At 16, I obstinately decided I was going to have my own wheels – no more sharing a car with my parents.  I had saved some money and found a 1967 green Mercury Cougar that was cool looking.  It would have been a great car judged on looks alone, but its ability to get me from one place to another was severely hampered by a dysfunctional engine.

On two different occasions I blew a head gasket (major engine problem) while going with my girlfriend on excursions out of the city.  Each time Dad showed up with his own car and a rented tow-bar to pull me home.  Both rescue trips required about two hours of travel each way.  And after each breakdown, he arranged for the mechanic at his workplace to repair the engine at minimal cost.

When I graduated high school, my dad bought me a used Toyota Corolla as a gift.  That got me through my college years. I subsequently moved to Washington, D.C., and my dad offered a sizable down payment on a brand new Toyota Celica.

Now that I was young, single and working, you might expect the car legacy to end, but it didn’t.  At age 25 I had major knee surgery, and my full leg cast couldn’t deal with the clutch in my manual transmission Celica.  My dad drove his own Buick from Chicago to Virginia and traded cars with me for six months.  When my knee healed, he drove the Celica to Cleveland from Chicago.  I was visiting my girlfriend’s parents in Pittsburgh, so it was an easy drive to meet him there and reclaim my sporty car again.

After ten years, my Celica was ready for retirement.  My eye caught sight of a car just recently introduced in the U.S. – the Acura (made by Honda).  I bought a new Acura Integra, and once again my Dad came up with the down payment that made it possible.

In 1992 I moved to Vermont and got married. My Acura was still healthy, but my wife owned an ailing Toyota Corolla that wasn’t going to survive New England winters and dirt roads. I found a used all-wheel-drive Subaru near my old home in Virginia.  My dad lent us the money, and we traded the Corolla to a local service station for a good pair of snow tires.

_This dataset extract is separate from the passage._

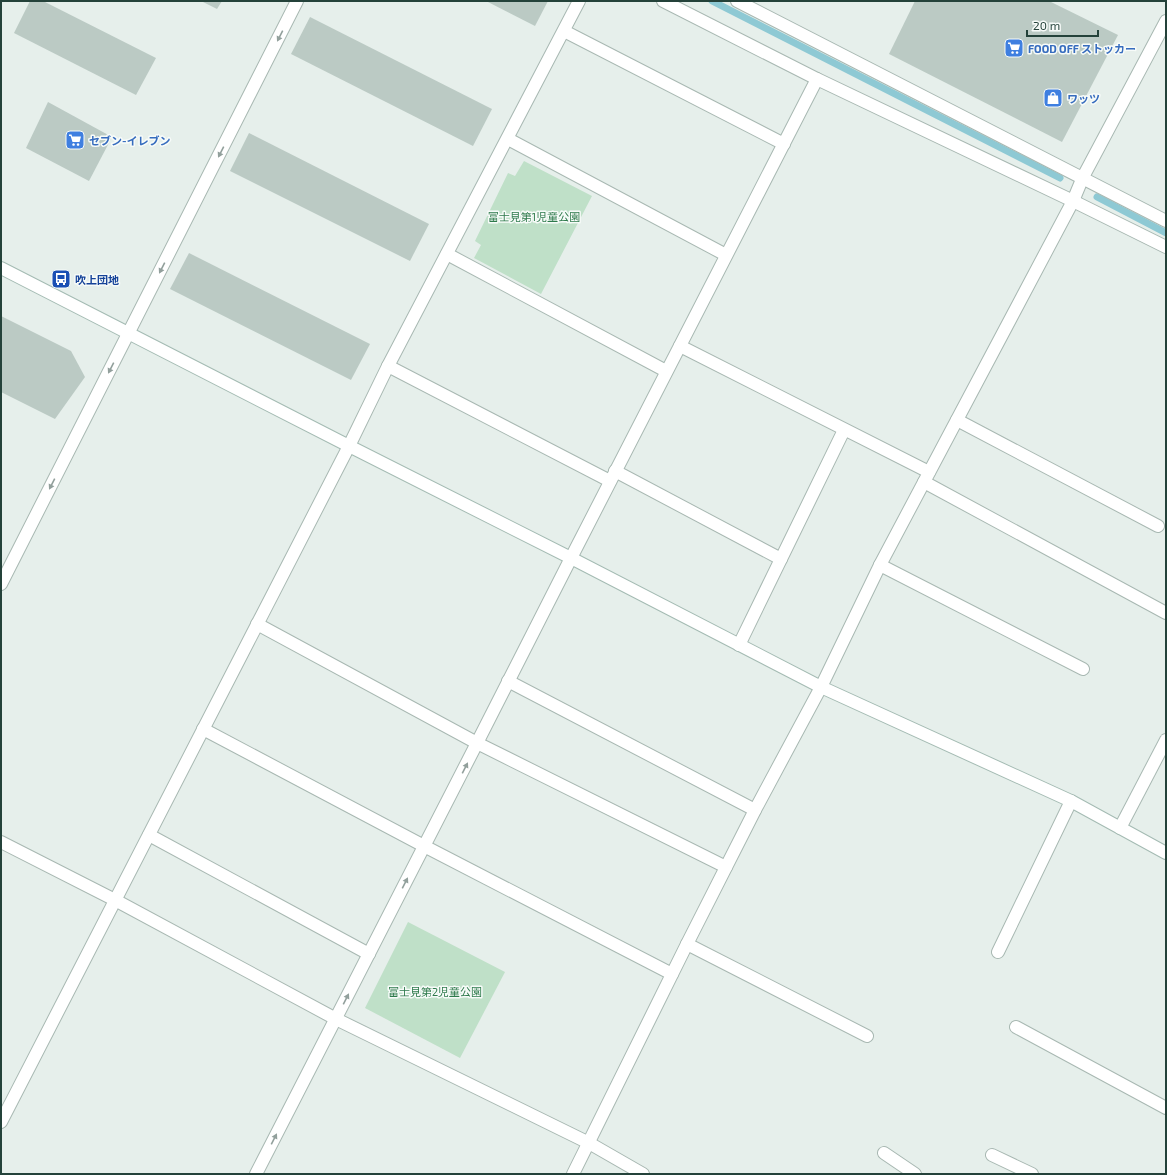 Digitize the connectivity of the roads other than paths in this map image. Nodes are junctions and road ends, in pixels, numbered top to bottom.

We paid my dad back (at no interest) just in time to get a new loan from him on a new Subaru in 1995. We were now a two-Subaru family.

By the time we were adopting our first daughter, it was time to retire the older Subaru and get something “safe” for our child to ride in.  My dad and I agreed that a used Volvo was the way to go – they were like tanks.  He spotted a 1992 Volvo Station Wagon in a parking lot at a commuter train station in Chicago. He had it inspected, negotiated the sale, arranged for some minor repairs, and then drove it from Chicago to Vermont. He delivered it to our home about nine days after we returned from China with our baby girl, Chani. The Volvo came with another personal loan, as did the Kia Minivan that followed, to accommodate a second child and a rescue dog.

I acquired my driver’s license on my 16th birthday, and ever since my Dad has made the transition to the next car so much easier.  Whether it was a down payment, a loan or door-to-door delivery, I can’t look back at a single vehicle that doesn’t somehow bear his stamp of generosity. Oh – and I almost forgot – he also taught me how to drive.

Thanks for helping me to get where I wanted to go, Dad.  I often still think of your kindness.